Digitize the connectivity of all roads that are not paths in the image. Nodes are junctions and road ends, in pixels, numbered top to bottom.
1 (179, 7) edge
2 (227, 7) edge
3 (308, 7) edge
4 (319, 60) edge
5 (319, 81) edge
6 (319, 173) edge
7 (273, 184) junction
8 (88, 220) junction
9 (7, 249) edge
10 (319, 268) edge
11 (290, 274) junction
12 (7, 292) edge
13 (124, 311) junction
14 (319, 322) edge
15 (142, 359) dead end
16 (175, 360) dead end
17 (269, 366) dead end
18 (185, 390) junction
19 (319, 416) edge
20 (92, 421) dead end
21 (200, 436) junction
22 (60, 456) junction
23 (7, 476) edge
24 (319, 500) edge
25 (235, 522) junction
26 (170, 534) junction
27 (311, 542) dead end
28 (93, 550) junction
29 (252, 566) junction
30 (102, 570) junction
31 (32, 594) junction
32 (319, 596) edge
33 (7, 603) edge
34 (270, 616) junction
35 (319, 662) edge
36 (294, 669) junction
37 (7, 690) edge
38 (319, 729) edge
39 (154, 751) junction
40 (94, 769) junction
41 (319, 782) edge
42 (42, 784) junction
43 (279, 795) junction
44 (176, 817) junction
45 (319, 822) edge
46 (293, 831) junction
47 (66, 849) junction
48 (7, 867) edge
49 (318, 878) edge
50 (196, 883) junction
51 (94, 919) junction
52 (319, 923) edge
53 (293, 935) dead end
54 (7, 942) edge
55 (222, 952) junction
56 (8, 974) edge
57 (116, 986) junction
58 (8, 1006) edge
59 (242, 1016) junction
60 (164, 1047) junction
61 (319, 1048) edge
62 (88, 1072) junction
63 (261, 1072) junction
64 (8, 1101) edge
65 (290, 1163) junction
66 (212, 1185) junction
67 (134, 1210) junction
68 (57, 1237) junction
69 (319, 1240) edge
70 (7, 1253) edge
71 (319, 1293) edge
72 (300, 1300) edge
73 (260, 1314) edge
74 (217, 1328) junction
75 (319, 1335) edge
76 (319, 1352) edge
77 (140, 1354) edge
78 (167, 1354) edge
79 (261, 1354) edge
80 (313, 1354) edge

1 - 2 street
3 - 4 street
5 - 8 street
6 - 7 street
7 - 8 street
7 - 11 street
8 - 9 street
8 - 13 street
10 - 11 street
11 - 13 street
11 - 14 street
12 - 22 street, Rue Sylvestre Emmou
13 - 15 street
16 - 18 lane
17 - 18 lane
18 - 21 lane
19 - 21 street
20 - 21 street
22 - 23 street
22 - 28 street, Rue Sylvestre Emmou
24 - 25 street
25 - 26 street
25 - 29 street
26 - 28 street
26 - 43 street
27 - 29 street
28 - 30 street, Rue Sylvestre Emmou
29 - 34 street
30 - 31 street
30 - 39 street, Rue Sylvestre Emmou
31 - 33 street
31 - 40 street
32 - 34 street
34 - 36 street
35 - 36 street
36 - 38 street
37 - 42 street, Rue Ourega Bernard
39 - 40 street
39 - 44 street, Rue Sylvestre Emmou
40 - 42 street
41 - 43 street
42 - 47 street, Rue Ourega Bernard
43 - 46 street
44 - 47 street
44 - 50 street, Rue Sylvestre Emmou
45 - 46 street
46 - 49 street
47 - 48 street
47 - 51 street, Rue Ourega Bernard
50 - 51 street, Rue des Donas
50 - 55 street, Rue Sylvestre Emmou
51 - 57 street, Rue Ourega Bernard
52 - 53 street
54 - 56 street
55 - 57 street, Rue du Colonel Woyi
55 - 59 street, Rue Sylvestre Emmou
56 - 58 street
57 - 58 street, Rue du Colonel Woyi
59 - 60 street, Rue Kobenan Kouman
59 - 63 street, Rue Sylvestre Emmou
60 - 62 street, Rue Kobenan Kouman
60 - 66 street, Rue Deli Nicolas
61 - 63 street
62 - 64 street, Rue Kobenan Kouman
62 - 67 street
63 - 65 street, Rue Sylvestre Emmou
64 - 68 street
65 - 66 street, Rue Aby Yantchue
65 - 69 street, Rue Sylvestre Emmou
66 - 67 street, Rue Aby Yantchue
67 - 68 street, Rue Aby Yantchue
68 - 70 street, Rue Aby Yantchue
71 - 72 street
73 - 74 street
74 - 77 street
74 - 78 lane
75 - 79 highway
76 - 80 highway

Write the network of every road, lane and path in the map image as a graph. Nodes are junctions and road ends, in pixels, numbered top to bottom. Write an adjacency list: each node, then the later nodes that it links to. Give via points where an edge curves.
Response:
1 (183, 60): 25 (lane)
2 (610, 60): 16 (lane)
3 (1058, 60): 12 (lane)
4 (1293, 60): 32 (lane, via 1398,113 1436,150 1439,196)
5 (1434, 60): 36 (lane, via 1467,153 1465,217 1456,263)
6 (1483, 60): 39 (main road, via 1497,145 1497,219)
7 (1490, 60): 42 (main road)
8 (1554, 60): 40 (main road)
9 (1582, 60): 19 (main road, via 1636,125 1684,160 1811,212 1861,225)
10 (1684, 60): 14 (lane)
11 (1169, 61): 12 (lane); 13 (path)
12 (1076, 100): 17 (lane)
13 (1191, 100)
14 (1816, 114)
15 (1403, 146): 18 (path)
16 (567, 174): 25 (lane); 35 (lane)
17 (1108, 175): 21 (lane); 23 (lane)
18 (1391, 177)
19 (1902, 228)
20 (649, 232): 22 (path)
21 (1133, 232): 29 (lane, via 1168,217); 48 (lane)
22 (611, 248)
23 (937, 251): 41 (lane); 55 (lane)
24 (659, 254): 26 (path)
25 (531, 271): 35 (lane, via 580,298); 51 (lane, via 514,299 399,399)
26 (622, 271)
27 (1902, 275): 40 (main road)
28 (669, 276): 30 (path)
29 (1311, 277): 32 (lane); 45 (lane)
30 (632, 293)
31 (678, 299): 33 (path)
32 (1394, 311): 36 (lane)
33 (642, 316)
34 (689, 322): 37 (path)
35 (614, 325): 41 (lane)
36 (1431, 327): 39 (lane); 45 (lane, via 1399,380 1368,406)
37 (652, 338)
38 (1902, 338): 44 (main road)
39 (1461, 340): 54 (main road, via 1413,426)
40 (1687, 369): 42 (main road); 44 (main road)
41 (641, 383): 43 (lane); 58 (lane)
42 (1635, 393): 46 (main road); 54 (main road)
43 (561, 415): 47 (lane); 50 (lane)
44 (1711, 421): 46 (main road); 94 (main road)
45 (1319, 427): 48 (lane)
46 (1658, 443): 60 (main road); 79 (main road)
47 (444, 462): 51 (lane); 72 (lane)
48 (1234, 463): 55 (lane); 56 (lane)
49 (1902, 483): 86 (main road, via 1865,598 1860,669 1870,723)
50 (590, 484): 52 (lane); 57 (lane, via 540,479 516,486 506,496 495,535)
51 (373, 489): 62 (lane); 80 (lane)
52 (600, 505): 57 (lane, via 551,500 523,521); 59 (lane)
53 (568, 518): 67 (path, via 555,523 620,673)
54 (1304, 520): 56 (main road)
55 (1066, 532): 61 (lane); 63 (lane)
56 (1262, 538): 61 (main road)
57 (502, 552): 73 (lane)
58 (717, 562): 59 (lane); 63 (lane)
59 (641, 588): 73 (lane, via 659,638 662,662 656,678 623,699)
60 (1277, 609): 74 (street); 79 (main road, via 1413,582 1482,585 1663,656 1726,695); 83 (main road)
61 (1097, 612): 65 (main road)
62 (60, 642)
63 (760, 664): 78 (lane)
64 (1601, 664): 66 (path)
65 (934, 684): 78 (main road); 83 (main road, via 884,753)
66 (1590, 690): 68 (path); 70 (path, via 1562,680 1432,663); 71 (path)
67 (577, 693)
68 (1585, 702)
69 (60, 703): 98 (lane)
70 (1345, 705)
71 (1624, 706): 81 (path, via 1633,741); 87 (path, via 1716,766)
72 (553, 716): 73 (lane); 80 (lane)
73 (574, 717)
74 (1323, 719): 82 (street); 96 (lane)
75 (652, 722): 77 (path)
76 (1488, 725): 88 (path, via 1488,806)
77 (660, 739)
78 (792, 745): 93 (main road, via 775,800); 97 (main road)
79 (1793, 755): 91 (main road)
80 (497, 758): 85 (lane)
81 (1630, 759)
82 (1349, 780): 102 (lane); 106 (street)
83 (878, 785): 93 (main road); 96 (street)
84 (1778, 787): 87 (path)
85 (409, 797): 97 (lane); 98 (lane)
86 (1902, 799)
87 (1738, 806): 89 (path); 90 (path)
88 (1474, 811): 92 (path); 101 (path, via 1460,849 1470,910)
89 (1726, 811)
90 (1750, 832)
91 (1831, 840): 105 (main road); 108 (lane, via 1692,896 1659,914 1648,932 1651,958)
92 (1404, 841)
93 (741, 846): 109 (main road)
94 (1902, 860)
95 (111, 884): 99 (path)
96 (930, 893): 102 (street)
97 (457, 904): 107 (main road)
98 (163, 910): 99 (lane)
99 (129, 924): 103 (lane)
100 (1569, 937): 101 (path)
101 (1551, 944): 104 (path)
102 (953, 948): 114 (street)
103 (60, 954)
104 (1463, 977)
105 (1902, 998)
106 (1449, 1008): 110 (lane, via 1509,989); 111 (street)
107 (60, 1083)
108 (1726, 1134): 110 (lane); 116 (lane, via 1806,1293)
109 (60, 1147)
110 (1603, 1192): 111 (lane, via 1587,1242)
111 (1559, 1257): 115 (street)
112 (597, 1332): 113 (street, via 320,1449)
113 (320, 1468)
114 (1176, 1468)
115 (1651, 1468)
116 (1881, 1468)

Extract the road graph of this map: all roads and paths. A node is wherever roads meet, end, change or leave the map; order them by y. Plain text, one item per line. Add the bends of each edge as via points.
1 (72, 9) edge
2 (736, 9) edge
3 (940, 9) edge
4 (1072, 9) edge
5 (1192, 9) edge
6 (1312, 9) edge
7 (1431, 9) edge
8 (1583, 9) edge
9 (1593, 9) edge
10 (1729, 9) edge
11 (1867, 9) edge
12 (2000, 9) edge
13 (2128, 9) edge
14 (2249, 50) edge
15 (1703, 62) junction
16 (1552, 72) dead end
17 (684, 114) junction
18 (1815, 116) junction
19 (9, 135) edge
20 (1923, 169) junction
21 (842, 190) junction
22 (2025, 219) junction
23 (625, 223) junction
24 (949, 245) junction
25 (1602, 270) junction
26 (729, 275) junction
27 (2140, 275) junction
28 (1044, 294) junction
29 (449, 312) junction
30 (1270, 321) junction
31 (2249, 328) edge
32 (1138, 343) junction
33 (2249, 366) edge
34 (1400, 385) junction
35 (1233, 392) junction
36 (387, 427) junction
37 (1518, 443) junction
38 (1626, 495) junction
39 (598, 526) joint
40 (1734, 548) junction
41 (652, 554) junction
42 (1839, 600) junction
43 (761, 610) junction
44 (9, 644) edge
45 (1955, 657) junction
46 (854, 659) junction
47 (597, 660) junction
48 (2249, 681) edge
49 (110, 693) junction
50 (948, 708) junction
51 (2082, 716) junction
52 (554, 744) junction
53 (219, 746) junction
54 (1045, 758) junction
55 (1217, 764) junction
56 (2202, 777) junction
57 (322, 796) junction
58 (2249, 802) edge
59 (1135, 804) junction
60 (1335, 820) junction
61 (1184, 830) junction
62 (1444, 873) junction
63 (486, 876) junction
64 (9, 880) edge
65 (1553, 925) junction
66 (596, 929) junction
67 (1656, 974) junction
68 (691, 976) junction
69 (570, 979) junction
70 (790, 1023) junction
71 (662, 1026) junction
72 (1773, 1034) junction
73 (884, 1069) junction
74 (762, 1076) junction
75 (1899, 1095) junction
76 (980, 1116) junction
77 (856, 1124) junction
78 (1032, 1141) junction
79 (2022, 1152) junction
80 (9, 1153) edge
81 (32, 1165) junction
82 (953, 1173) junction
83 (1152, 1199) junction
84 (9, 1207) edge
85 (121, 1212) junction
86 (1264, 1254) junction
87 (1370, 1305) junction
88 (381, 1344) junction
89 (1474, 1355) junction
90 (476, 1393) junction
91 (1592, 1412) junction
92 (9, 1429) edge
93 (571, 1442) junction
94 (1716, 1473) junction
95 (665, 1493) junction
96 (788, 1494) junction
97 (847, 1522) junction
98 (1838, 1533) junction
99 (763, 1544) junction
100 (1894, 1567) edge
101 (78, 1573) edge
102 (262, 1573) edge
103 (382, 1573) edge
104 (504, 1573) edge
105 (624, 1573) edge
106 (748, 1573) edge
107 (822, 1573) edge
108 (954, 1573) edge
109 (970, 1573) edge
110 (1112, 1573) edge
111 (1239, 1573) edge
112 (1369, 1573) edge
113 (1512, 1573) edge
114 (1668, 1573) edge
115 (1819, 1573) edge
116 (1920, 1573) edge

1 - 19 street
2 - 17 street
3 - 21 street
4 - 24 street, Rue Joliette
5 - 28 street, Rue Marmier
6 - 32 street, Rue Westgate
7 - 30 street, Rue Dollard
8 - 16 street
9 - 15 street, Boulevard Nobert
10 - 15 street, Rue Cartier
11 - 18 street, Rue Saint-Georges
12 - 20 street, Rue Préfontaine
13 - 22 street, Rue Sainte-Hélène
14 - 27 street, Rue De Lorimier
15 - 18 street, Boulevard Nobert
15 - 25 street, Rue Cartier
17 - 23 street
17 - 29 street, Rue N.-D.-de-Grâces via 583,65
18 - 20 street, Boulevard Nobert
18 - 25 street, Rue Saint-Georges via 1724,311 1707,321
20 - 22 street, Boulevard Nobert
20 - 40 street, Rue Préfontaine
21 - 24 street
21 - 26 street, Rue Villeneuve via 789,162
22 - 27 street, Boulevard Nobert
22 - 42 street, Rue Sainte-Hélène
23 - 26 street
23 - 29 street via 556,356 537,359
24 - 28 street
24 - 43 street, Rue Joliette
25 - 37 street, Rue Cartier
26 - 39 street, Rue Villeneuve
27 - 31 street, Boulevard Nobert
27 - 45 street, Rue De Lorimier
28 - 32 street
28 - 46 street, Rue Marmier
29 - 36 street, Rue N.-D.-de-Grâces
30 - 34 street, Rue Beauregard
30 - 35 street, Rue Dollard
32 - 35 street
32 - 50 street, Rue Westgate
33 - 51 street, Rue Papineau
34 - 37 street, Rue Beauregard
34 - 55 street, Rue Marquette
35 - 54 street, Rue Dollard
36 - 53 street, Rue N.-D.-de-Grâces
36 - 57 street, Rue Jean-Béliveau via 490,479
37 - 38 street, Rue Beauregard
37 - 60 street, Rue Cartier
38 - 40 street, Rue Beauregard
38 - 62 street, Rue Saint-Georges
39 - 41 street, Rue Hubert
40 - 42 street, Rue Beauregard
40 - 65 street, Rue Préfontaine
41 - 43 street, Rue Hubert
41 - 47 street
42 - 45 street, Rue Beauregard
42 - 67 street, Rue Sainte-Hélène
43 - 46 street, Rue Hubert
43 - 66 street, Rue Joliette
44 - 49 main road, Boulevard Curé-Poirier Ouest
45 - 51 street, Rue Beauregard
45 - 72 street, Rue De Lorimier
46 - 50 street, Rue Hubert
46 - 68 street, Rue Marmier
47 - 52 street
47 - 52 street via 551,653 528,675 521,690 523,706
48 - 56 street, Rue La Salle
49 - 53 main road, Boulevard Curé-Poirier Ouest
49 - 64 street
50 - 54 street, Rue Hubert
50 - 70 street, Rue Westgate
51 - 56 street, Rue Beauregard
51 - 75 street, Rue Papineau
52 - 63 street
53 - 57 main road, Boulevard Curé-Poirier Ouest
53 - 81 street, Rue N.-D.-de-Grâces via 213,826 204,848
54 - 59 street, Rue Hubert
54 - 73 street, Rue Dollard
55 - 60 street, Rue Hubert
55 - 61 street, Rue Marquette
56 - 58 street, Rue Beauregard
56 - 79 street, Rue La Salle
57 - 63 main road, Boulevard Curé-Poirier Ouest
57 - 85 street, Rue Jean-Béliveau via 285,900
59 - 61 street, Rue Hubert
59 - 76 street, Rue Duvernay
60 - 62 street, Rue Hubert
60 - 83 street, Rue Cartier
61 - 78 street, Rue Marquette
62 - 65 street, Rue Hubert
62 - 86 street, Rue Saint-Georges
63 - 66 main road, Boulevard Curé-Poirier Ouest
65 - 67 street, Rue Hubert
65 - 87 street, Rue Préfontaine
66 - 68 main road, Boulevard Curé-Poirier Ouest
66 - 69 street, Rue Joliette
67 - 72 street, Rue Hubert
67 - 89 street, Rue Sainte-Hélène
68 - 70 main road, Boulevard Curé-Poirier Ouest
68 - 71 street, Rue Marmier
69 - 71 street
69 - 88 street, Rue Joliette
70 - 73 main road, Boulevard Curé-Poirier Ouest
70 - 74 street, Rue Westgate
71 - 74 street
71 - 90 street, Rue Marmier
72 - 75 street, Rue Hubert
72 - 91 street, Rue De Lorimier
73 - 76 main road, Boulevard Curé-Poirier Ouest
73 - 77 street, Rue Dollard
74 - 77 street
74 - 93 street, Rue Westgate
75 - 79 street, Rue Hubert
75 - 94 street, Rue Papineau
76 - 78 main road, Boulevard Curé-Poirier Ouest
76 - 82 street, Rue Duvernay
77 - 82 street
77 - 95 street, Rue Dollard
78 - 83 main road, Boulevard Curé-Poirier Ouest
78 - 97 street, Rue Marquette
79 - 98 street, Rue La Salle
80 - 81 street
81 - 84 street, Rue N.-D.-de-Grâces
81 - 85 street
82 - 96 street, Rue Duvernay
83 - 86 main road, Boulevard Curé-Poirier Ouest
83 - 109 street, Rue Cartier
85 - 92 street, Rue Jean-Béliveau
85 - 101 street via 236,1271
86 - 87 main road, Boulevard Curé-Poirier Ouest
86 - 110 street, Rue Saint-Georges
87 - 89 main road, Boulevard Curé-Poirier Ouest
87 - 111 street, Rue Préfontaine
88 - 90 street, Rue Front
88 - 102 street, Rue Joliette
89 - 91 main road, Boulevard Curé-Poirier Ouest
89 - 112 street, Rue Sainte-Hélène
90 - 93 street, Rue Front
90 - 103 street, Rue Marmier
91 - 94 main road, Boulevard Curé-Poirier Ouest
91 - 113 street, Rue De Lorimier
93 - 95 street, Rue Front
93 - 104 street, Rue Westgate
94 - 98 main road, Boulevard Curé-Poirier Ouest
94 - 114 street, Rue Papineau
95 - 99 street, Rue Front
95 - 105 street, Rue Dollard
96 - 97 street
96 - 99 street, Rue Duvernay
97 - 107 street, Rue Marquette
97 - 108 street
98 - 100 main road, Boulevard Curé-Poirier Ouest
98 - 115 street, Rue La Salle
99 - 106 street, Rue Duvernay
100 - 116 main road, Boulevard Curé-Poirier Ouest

WHAT YOU ARE ASKED TO DO: Show every line in the records above that contains the word "Woyi".

EXERCISE ANSWER:
55 - 57 street, Rue du Colonel Woyi
57 - 58 street, Rue du Colonel Woyi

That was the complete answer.